D. Murali | Updated on October 16, 2011

R. Nagarajan

Funds should be made available to infra companies at a subsidised cost till they reach a minimum cash break-even. R. Nagarajan, Chief Financial Officer, Sri City (P) Ltd, Chennai.



During a recent interaction with R. Nagarajan, Chief Financial Officer, Sri City (P) Ltd, Chennai (http://bit.ly/F4TNagarajanR), Business Line brought up a question. What are the top three or four concerns of infrastructure company finance head? Lack of availability of long-term funds comes foremost in Nagarajan's list. “Generally, infra projects have long gestation period, and access to long-term funds is a prerequisite for the success of the project,” he reasons. The other major worry for infra finance chiefs, in Nagarajan's view, is the frequent change in policies that makes business strategy difficult to implement. Lack of long-term government policies for the creation of infrastructure support – say power, road and port connectivity – adds to the hurdles before the sector, he rues. For, an ever-changing economic scenario makes decision-making all the more stressed. Our conversation continues over the email.

Excerpts from the interview.

How can the policy worries be mitigated?

What is needed is an acceptance that infrastructure is a must for the growth of the economy. For instance, it is imperative to decongest the ever-growing cities and to have satellite cities/townships/industrial parks for development. Again, the policy implementation is very slow.

The current proposed land acquisition law, SEZ policy changes, and the proposed changes to tax code are some of the examples where actions are in contradiction to the accepted requirements.

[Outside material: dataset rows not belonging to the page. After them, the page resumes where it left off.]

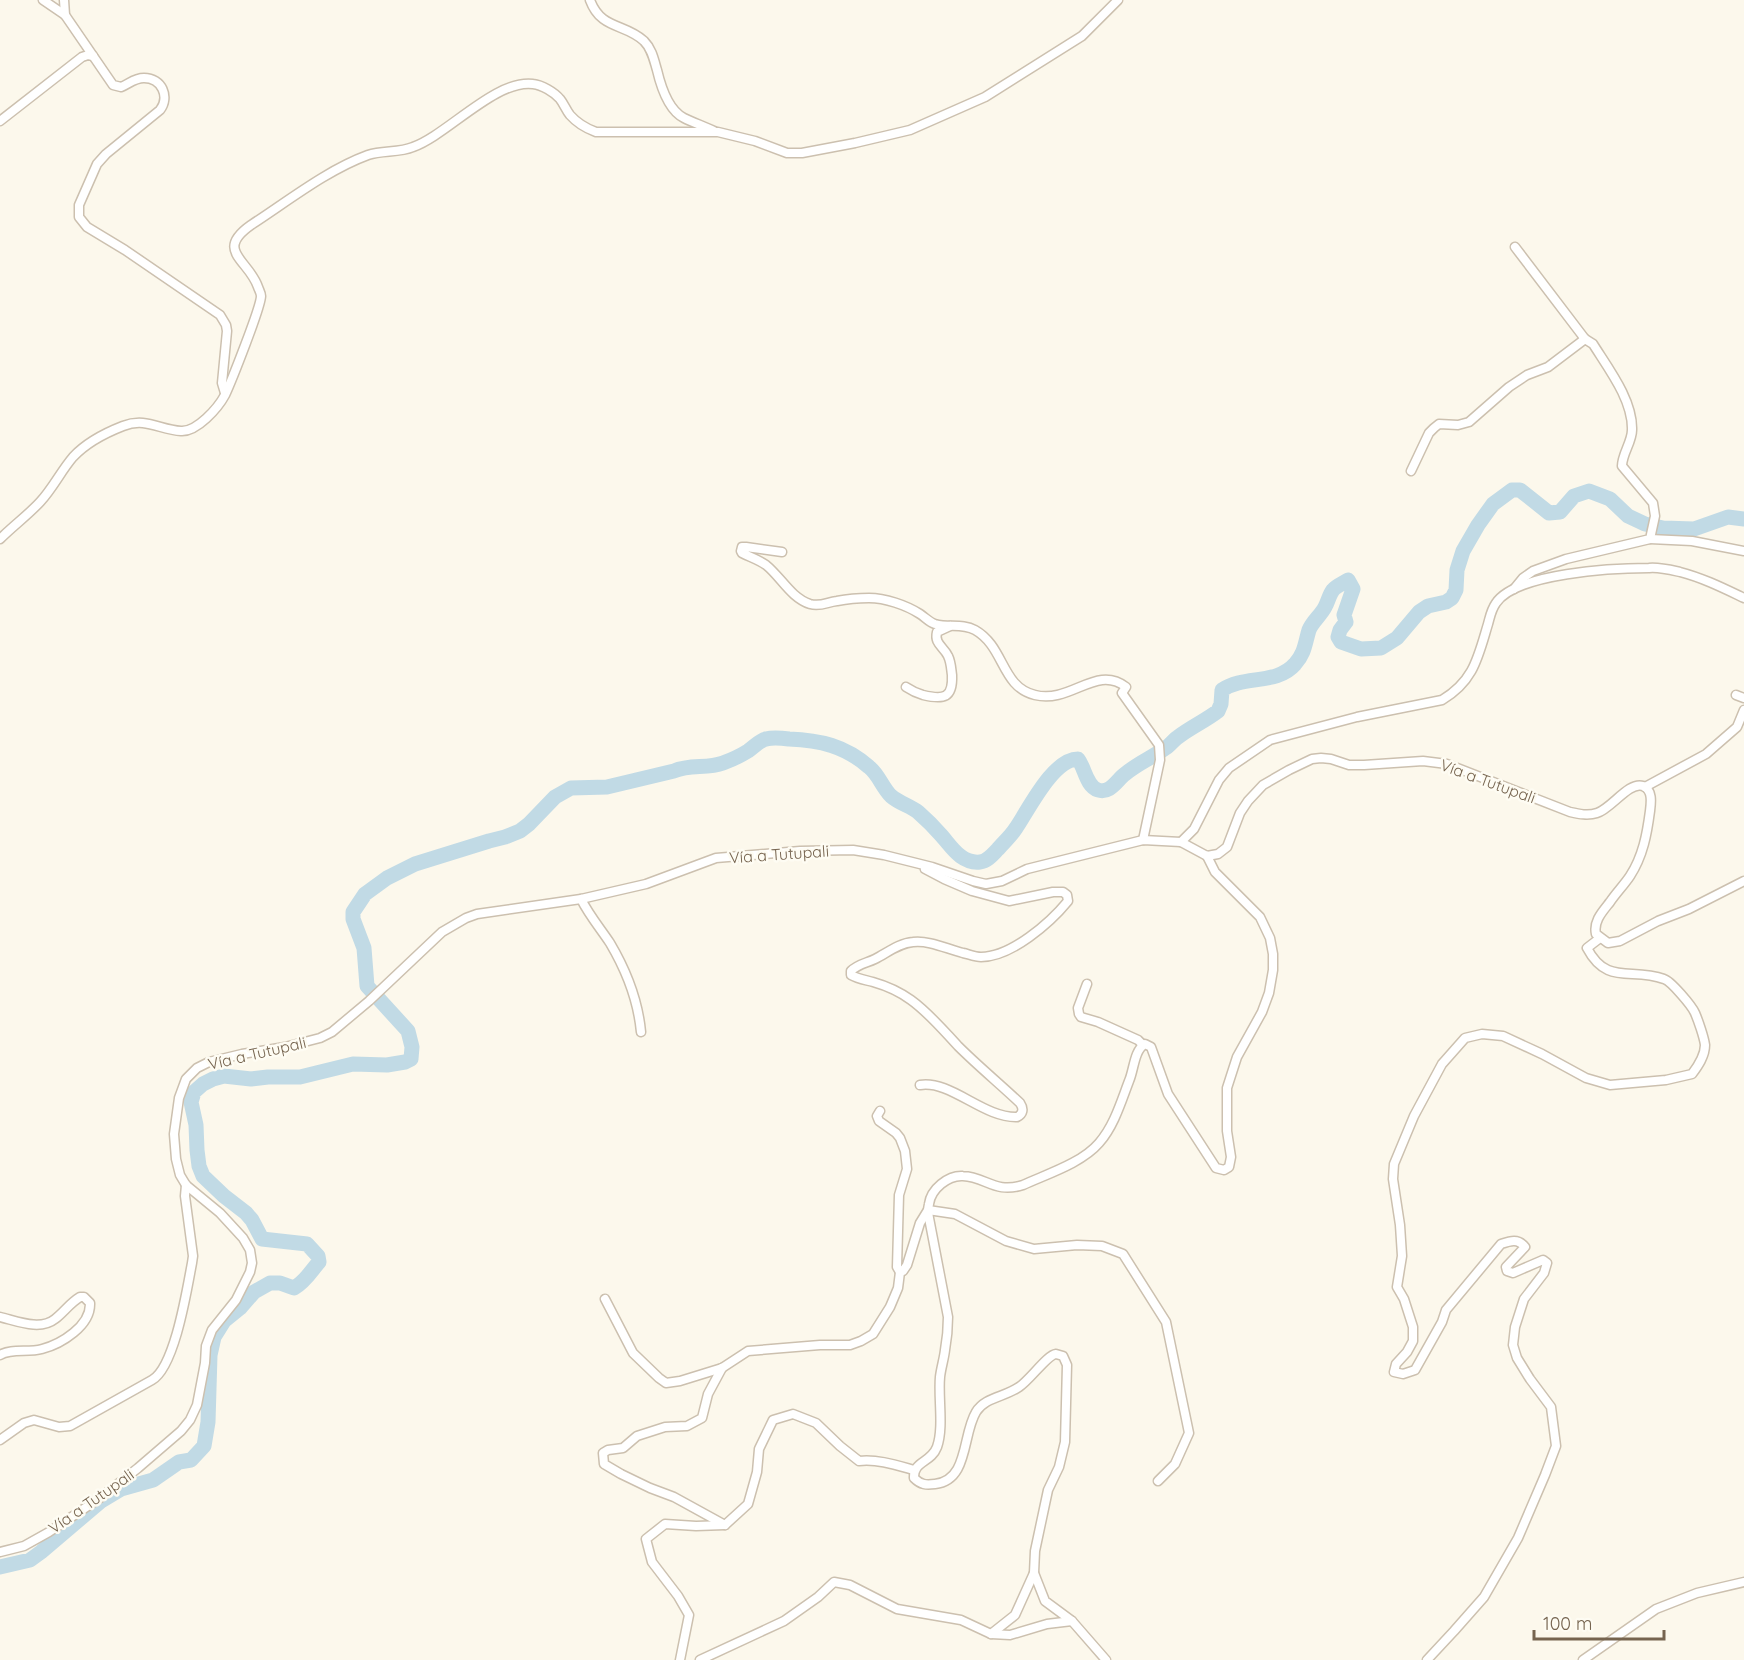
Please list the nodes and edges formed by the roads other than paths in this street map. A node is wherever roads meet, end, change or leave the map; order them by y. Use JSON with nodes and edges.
{"nodes":[{"id":1,"x":43,"y":0,"type":"edge"},
{"id":2,"x":64,"y":0,"type":"edge"},
{"id":3,"x":590,"y":0,"type":"edge"},
{"id":4,"x":1118,"y":0,"type":"edge"},
{"id":5,"x":64,"y":15,"type":"junction"},
{"id":6,"x":93,"y":56,"type":"junction"},
{"id":7,"x":0,"y":121,"type":"edge"},
{"id":8,"x":718,"y":132,"type":"junction"},
{"id":9,"x":1515,"y":247,"type":"dead end"},
{"id":10,"x":1585,"y":339,"type":"junction"},
{"id":11,"x":225,"y":393,"type":"junction"},
{"id":12,"x":1411,"y":471,"type":"dead end"},
{"id":13,"x":1651,"y":535,"type":"junction"},
{"id":14,"x":0,"y":539,"type":"edge"},
{"id":15,"x":1744,"y":551,"type":"edge"},
{"id":16,"x":782,"y":552,"type":"dead end"},
{"id":17,"x":1514,"y":589,"type":"junction"},
{"id":18,"x":1744,"y":598,"type":"edge"},
{"id":19,"x":953,"y":625,"type":"junction"},
{"id":20,"x":906,"y":687,"type":"dead end"},
{"id":21,"x":1744,"y":710,"type":"edge"},
{"id":22,"x":1645,"y":787,"type":"junction"},
{"id":23,"x":1143,"y":840,"type":"junction"},
{"id":24,"x":1181,"y":842,"type":"junction"},
{"id":25,"x":1207,"y":856,"type":"junction"},
{"id":26,"x":921,"y":864,"type":"junction"},
{"id":27,"x":1744,"y":881,"type":"edge"},
{"id":28,"x":580,"y":899,"type":"junction"},
{"id":29,"x":1600,"y":938,"type":"junction"},
{"id":30,"x":1087,"y":984,"type":"dead end"},
{"id":31,"x":641,"y":1032,"type":"dead end"},
{"id":32,"x":1143,"y":1045,"type":"junction"},
{"id":33,"x":920,"y":1085,"type":"dead end"},
{"id":34,"x":880,"y":1111,"type":"dead end"},
{"id":35,"x":186,"y":1185,"type":"junction"},
{"id":36,"x":928,"y":1210,"type":"junction"},
{"id":37,"x":900,"y":1272,"type":"junction"},
{"id":38,"x":605,"y":1299,"type":"dead end"},
{"id":39,"x":0,"y":1317,"type":"edge"},
{"id":40,"x":0,"y":1355,"type":"edge"},
{"id":41,"x":722,"y":1368,"type":"junction"},
{"id":42,"x":0,"y":1440,"type":"edge"},
{"id":43,"x":914,"y":1470,"type":"junction"},
{"id":44,"x":1158,"y":1481,"type":"dead end"},
{"id":45,"x":725,"y":1525,"type":"junction"},
{"id":46,"x":0,"y":1552,"type":"edge"},
{"id":47,"x":1034,"y":1573,"type":"junction"},
{"id":48,"x":1744,"y":1582,"type":"edge"},
{"id":49,"x":1071,"y":1621,"type":"junction"},
{"id":50,"x":991,"y":1634,"type":"junction"},
{"id":51,"x":680,"y":1660,"type":"edge"},
{"id":52,"x":700,"y":1660,"type":"edge"},
{"id":53,"x":1106,"y":1660,"type":"edge"},
{"id":54,"x":1426,"y":1660,"type":"edge"},
{"id":55,"x":1583,"y":1660,"type":"edge"}],
"edges":[{"from":1,"to":5,"type":"street"},
{"from":2,"to":5,"type":"street"},
{"from":3,"to":8,"type":"street"},
{"from":4,"to":8,"type":"street"},
{"from":5,"to":6,"type":"street"},
{"from":6,"to":7,"type":"street"},
{"from":6,"to":11,"type":"street"},
{"from":8,"to":11,"type":"street"},
{"from":9,"to":10,"type":"street"},
{"from":10,"to":12,"type":"street"},
{"from":10,"to":13,"type":"street"},
{"from":11,"to":14,"type":"street"},
{"from":13,"to":15,"type":"street"},
{"from":13,"to":17,"type":"street"},
{"from":16,"to":19,"type":"street"},
{"from":17,"to":18,"type":"street"},
{"from":17,"to":24,"type":"street"},
{"from":19,"to":20,"type":"street"},
{"from":19,"to":23,"type":"street"},
{"from":21,"to":22,"type":"street","name":"Vía a Tutupali"},
{"from":22,"to":25,"type":"street","name":"Vía a Tutupali"},
{"from":22,"to":29,"type":"street"},
{"from":23,"to":24,"type":"street","name":"Vía a Tutupali"},
{"from":23,"to":26,"type":"street","name":"Vía a Tutupali"},
{"from":24,"to":25,"type":"street","name":"Vía a Tutupali"},
{"from":25,"to":32,"type":"street"},
{"from":26,"to":28,"type":"street","name":"Vía a Tutupali"},
{"from":26,"to":33,"type":"street"},
{"from":27,"to":29,"type":"street"},
{"from":28,"to":31,"type":"street"},
{"from":28,"to":35,"type":"street","name":"Vía a Tutupali"},
{"from":29,"to":54,"type":"street"},
{"from":30,"to":32,"type":"street"},
{"from":32,"to":36,"type":"street"},
{"from":34,"to":37,"type":"street"},
{"from":35,"to":42,"type":"street"},
{"from":35,"to":46,"type":"street","name":"Vía a Tutupali"},
{"from":36,"to":37,"type":"street"},
{"from":36,"to":43,"type":"street"},
{"from":36,"to":44,"type":"street"},
{"from":37,"to":41,"type":"street"},
{"from":38,"to":41,"type":"street"},
{"from":39,"to":40,"type":"street"},
{"from":41,"to":45,"type":"street"},
{"from":43,"to":45,"type":"street"},
{"from":43,"to":47,"type":"street"},
{"from":45,"to":51,"type":"street"},
{"from":47,"to":49,"type":"street"},
{"from":47,"to":50,"type":"street"},
{"from":48,"to":55,"type":"street"},
{"from":49,"to":50,"type":"street"},
{"from":49,"to":53,"type":"street"},
{"from":50,"to":52,"type":"street"}]}
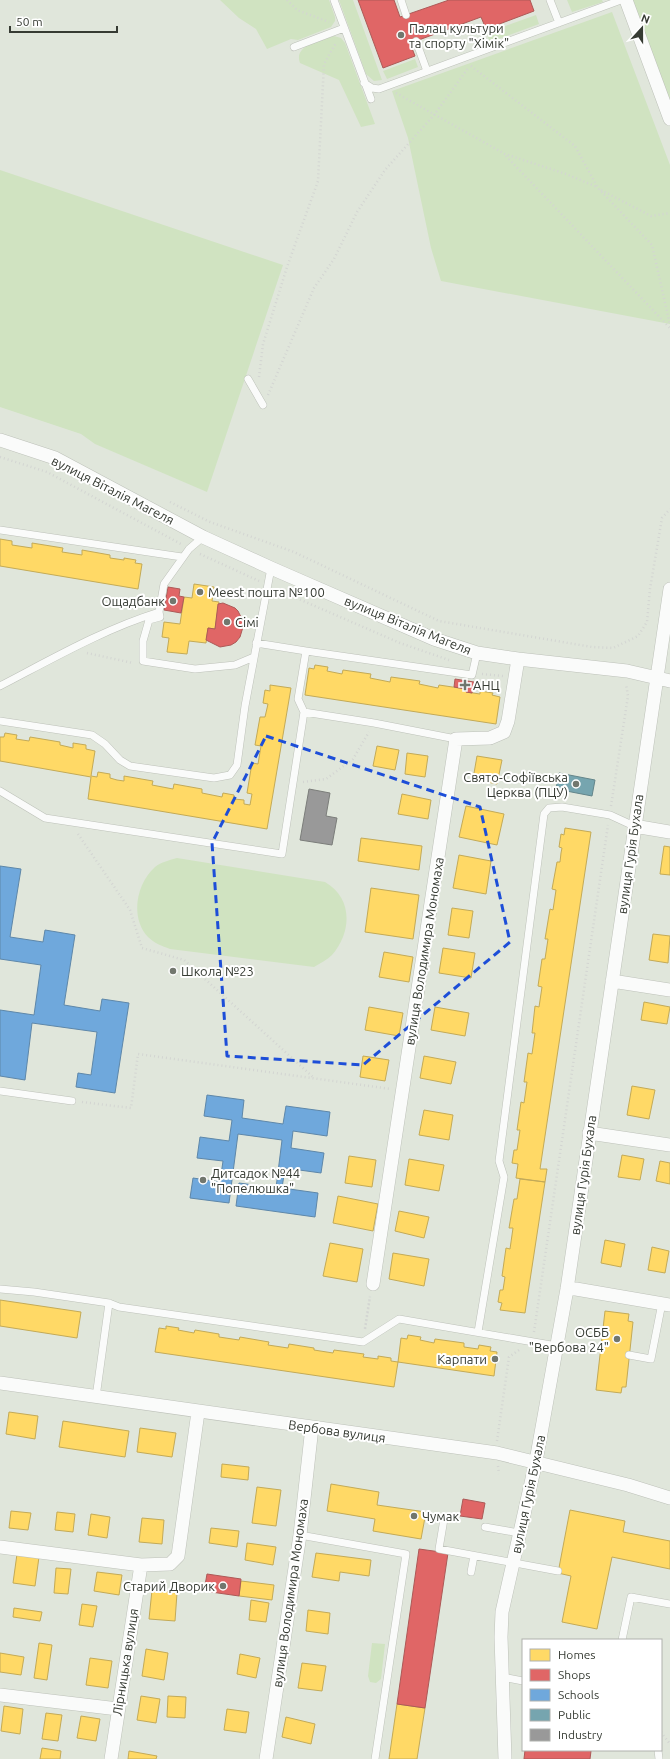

We require long-term policy guidelines with the acceptance of various State governments, policies that are consistent for a longer period of time, keeping in view the interests of all stakeholders. Tax incentives for infra projects – in the form of VAT concessions, and sops in excise duty, service tax, and income-tax – are required for infrastructure, the epitome of the future of Indian economy.

As for the policy to encourage decentralised growth through the promotion of satellite industrial parks and integrated town ships, connectivity to these satellite townships should be made available at the planning stages so that there are no problems when these become operational. Among other suggestions are the implementation of a single-window clearance for all kinds of infra projects with a predefined duration for clearance from all agencies; and the conducting of seminars and events within and outside India to highlight the advantages of infra projects to all prospective stakeholders.

Your views on how the cost of capital can be reduced.

Funds should be made available to infra companies at a subsidised cost till they reach a minimum cash break-even. Since infra projects require funds for the long haul, 15- to 20-year loans or bonds can be a great help; also, pension/insurance funds may lend support to infra projects.

Allowing access to international funds with more flexibility can be a boon, within the framework of forex management, especially when local funds are so difficult to obtain and are expensive.

There should be opportunity to borrow overseas and replace the expensive local funds. Additionally, the government could set up infra funds for taking up equity in long-term projects to help these companies have better borrowing capability.

Other points of interest.

* Human resource management is critical since exposure to and understanding of the dynamic economy is a prerequisite for any successful organisation. There should be constant monitoring of the resources to make sure they are adequately exposed and trained.